Alongside carbon dioxide, nitrous oxide, and methane are also greenhouse gases that collect in the atmosphere and prevent heat from radiating from earth’s surface into space, creating the greenhouse effect. Nitrous oxide is released from bacteria in the soil. Modern agricultural practices — tilling and soil cultivation, livestock waste management, and the use of nitrogen-rich fertilizers — contribute significantly to nitrous oxide emissions. A single nitrous oxide molecule has 298 times the global warming potential of a carbon dioxide molecule. Methane is caused by the decomposition of plant matter and is released from landfills, swamps, rice paddies. Fracked natural-gas wells were leaking vast quantities of methane into the atmosphere, and biomass burning. (Biomass burning is the burning of living and dead vegetation. It includes the human-initiated burning of vegetation for land clearing and land-use change as well as natural, lightning-induced fires.
 Scientists estimate that humans are responsible for about 90% of biomass burning with only a small percentage of natural fires contributing to the total amount of vegetation burned). Cattle also release methane.

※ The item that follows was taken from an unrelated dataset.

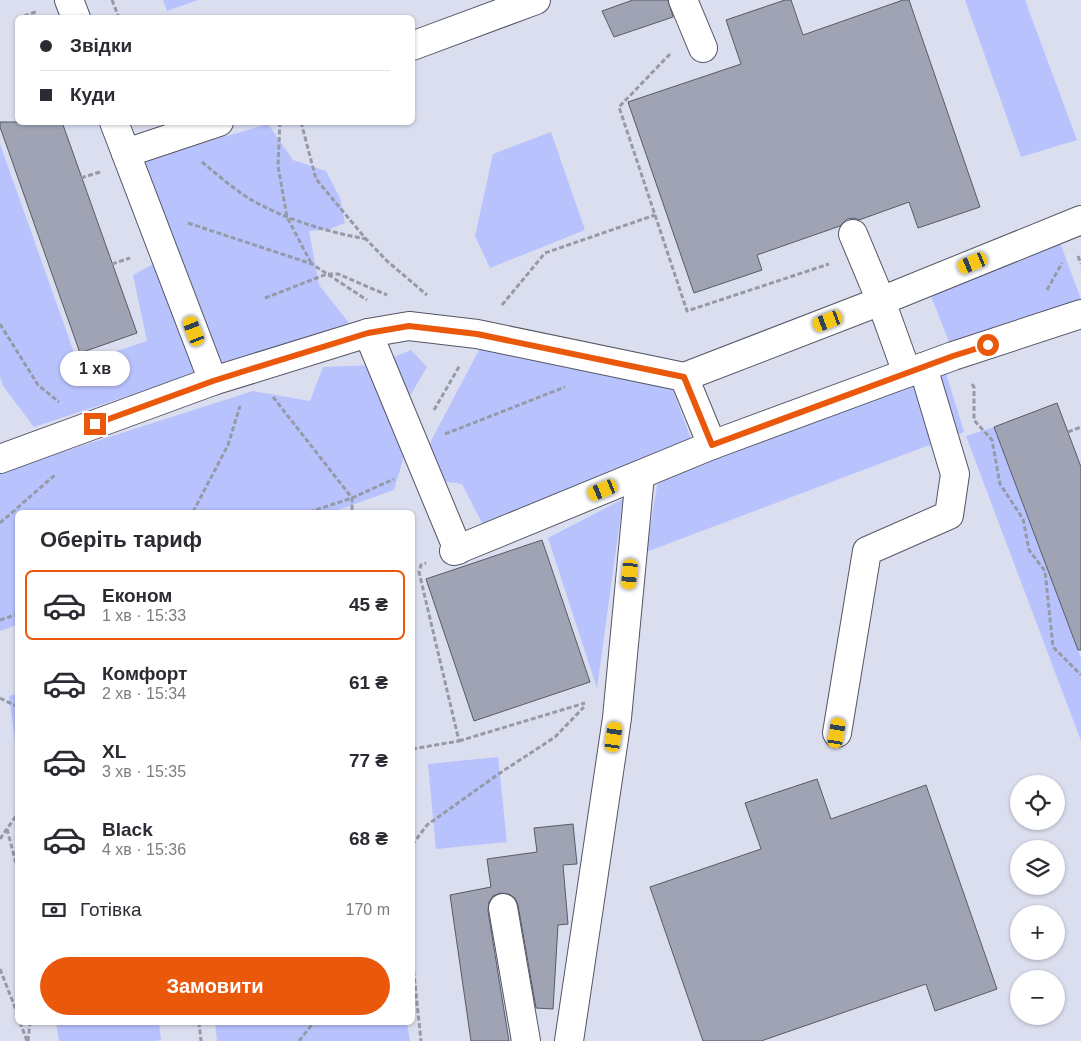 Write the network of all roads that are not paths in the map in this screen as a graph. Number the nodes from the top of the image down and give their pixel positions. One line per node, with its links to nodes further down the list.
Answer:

The amount of greenhouse-gas emissions from worldwide beef production annually is about 2.9 Giga-tons. 14.5% of all emissions come from livestock. (Therefore it will be helpful if people stop eating the meat or eat less). Although methane emissions are lower than carbon dioxide emissions, it is considered a major greenhouse gas because each methane molecule has 25 times the global warming potential of a carbon dioxide molecule.

In its published World Energy Outlook (WEO) report, the International Energy Agency (IEA) said that the global greenhouse gas (GHG) emissions must fall by 40% by 2030 on the path to 2050 carbon neutrality. Therefore it is now the time for the countries to mull over implementing appropriate large scale investments in energy efficiency, renewable energy, electric cars, electric grid modernization to replace the ageing coal-powered infrastructure to support global de-carbonization, and innovation in new technologies like hydrogen.
 
Human behavioural change is an even more pivotal role.

Critics predict that in the meantime, the Paris Agreement is now nowhere near enough. Today, we clearly did not escape climate change or solve global warming; the temperature keeps climbing, though the rate increased has lessened. The predicament is that the planet is still on a devastating course toward 3- 4C global warming. Even if all the countries followed all the promises made in that accord, the global temperature would still likely to rise more than 3C (5-6 F) by 2100. Therefore, if we let the planet warm that much, we won’t be able to have civilizations like the ones we’re used to. Global warming was warned firstly since 1990. If the nations acknowledged climate change in earnest a decade or two earlier, we might have shaved a degree off the temperature. There are glimmers of hope if we do to make the needed changes as fast as possible, but it should not be too little and too late.

Climate change is a central pillar of our humanity. We must save our planet.